But they don't have everything that they need in place.
And we as marketers can just jump in and say,
hey, let's spend that budget and get it going,
and we'll kind of fix things as we go.
No, putting the needs of that client first is always going to be super important.
That's on the guest side or the owner side.
On the owner side, when we side. On the owner side,
when we're talking about the budget specifically,
we can put that big number out there.
I mean, I've said it before,
some of the first calls that I used to get on
with partners looking to grow that ownership side of things,
and they had goals of,
we're gonna grow 30 or 40 properties.
The number of budget that we were putting out there
is 125,000, 130,000. You're gonna do some postcards, you're gonna do some email marketing, do some Google ads, do this of budget that we were putting out there is 125,000, 130,000. You're going to do some postcards, you're going to do some email marketing, do some
Google ads, do this, do that.
There's a lot of sticker shock there.
But I also think that there's just general sticker shock when we're talking about owner
marketing that you're probably not going to get a whole lot of bookings or a whole lot
of leads coming in at a dollar a click, two dollars a click, things like that.
And so you do, you have to kind of do
that reverse engineering of that math and say,
okay, of the leads that have come in over the last 12 months,
I've closed 15% of those leads.
Okay, so then I'm going to have to generate enough leads
to ensure that I am hitting those growth goals.

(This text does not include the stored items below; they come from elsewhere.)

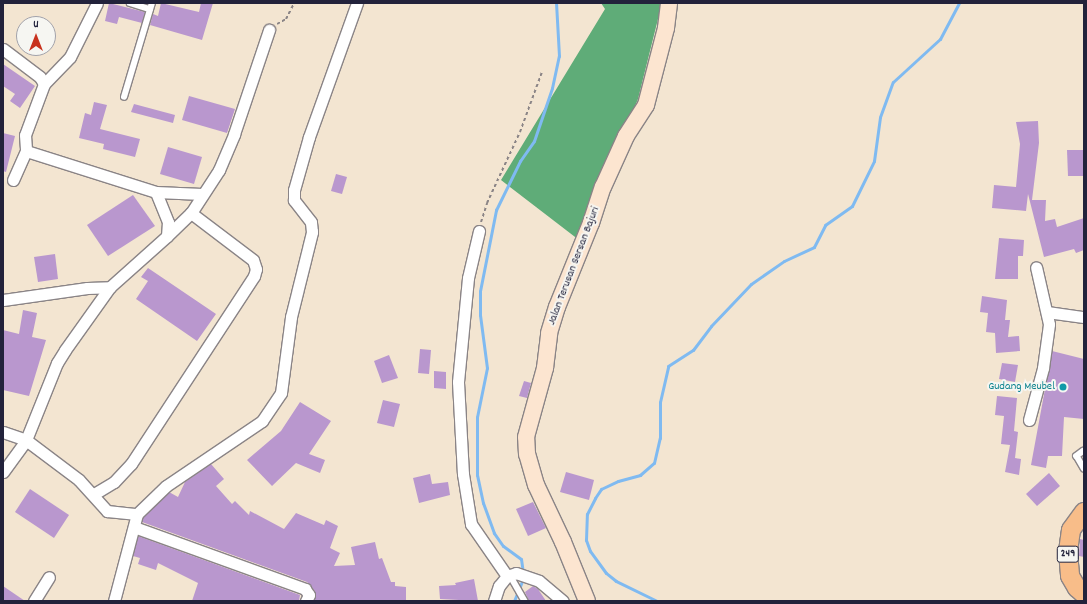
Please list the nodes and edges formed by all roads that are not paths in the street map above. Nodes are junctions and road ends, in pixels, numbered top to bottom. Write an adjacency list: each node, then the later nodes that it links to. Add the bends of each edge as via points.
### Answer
1 (97, 3): 8 (street, via 70,57)
2 (130, 3): 5 (lane)
3 (357, 3): 30 (street, via 309,137 294,190 294,200 311,222 312,232 291,317 281,393 262,421 166,486)
4 (669, 3): 41 (main road, Jalan Terusan Sersan Bajuri, via 666,28 646,105 626,136 603,187 557,306 549,333 545,368 526,437 527,454 536,485)
5 (151, 6): 9 (lane)
6 (269, 30): 13 (street, via 234,134 219,170)
7 (3, 49): 8 (street, via 40,77)
8 (44, 84): 10 (street, via 25,135)
9 (124, 97)
10 (26, 151): 11 (street); 12 (street)
11 (13, 180)
12 (156, 192): 13 (street); 16 (street, via 168,222)
13 (202, 194): 14 (street)
14 (191, 213): 16 (street); 28 (street, via 253,260 256,269 254,276 131,464 114,482)
15 (479, 231): 32 (street, via 468,278 458,382 463,474 471,524)
16 (168, 236): 18 (street)
17 (1036, 267): 20 (street)
18 (110, 287): 19 (street); 24 (street, via 57,363)
19 (3, 300)
20 (1047, 312): 21 (street); 22 (street, via 1049,324 1043,368)
21 (1084, 318)
22 (1029, 420)
23 (3, 432): 24 (street)
24 (26, 440): 27 (street); 28 (street)
25 (1084, 451): 26 (lane, via 1077,456)
26 (1084, 468)
27 (3, 472)
28 (94, 494): 30 (street, via 107,511)
29 (1084, 512): 34 (main road, 249, via 1071,530 1068,552 1070,576)
30 (136, 514): 31 (street)
31 (134, 527): 36 (street); 37 (street, via 305,589 309,595)
32 (509, 575): 38 (street, via 499,586); 39 (lane); 40 (street, via 524,574 539,581)
33 (48, 577): 35 (street)
34 (1079, 594)
35 (34, 601)
36 (114, 601)
37 (306, 601)
38 (494, 601)
39 (525, 601)
40 (563, 601)
41 (587, 601)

Well, every lead that comes in is $100 a lead,
$150 a lead, $200 a lead.
So again, when we're thinking about that math,
so five leads cost some,
a 200 bucks lead costs us a thousand bucks.
Well, I might close 15% of that,
so I might close one of those leads,
half of those leads.
It's more math than maybe someone might like
to do. It's more about math than I like to do. But in kind of reverse engineering that
we're presenting a better true budget opportunity of, yeah, in order to grow 20 additional units,
you're probably going to have to invest 40 to $50,000. And you look at that gross booking
revenue long term, you know,
all those churn numbers and everything like that, hopefully your margins are going to be
right there. But it's, I would say it's because it's not just money in, bookings out, there's just
more complexity that you're going to want to add in. Heck, if you need a BD person to help close
some of those deals, you might not, as the owner or the general manager, you might not have,
be the person who can close those deals
or that's a struggle area.
That's a struggle area for a lot of people.
And it's, we'll add one more point here.
It's difficult to budget in when a lot of the leads
that you've gotten up to this point are referrals
or realtor referrals or homeowner referrals,
things like that where you didn't have to spend
any money to get those leads to come in.
Your marketing budget was zero.
That's not gonna be that way moving forward
if you're gonna do it proactively.
So the budgeting, take some of those things
into consideration.
What is your close percentage on the owner's side
to get those owners through the door?
How much does it cost to get those leads?
Do some of that math together there and say,
okay, maybe I need to invest, you know,
a thousand bucks a month, 2,000 bucks a month,
3,000 bucks a month, where on the guest side,
maybe I can get away with 500, 750, a thousand,
and still see that same perceived ROI
with the actual ROI coming in on the ad spend.
Those leads just are a little more expensive, a little more valuable in the long term. And you really want to hold on to them. You want to make
sure your close rate is as high as possible there. Yeah. Well, you touched on a few things there.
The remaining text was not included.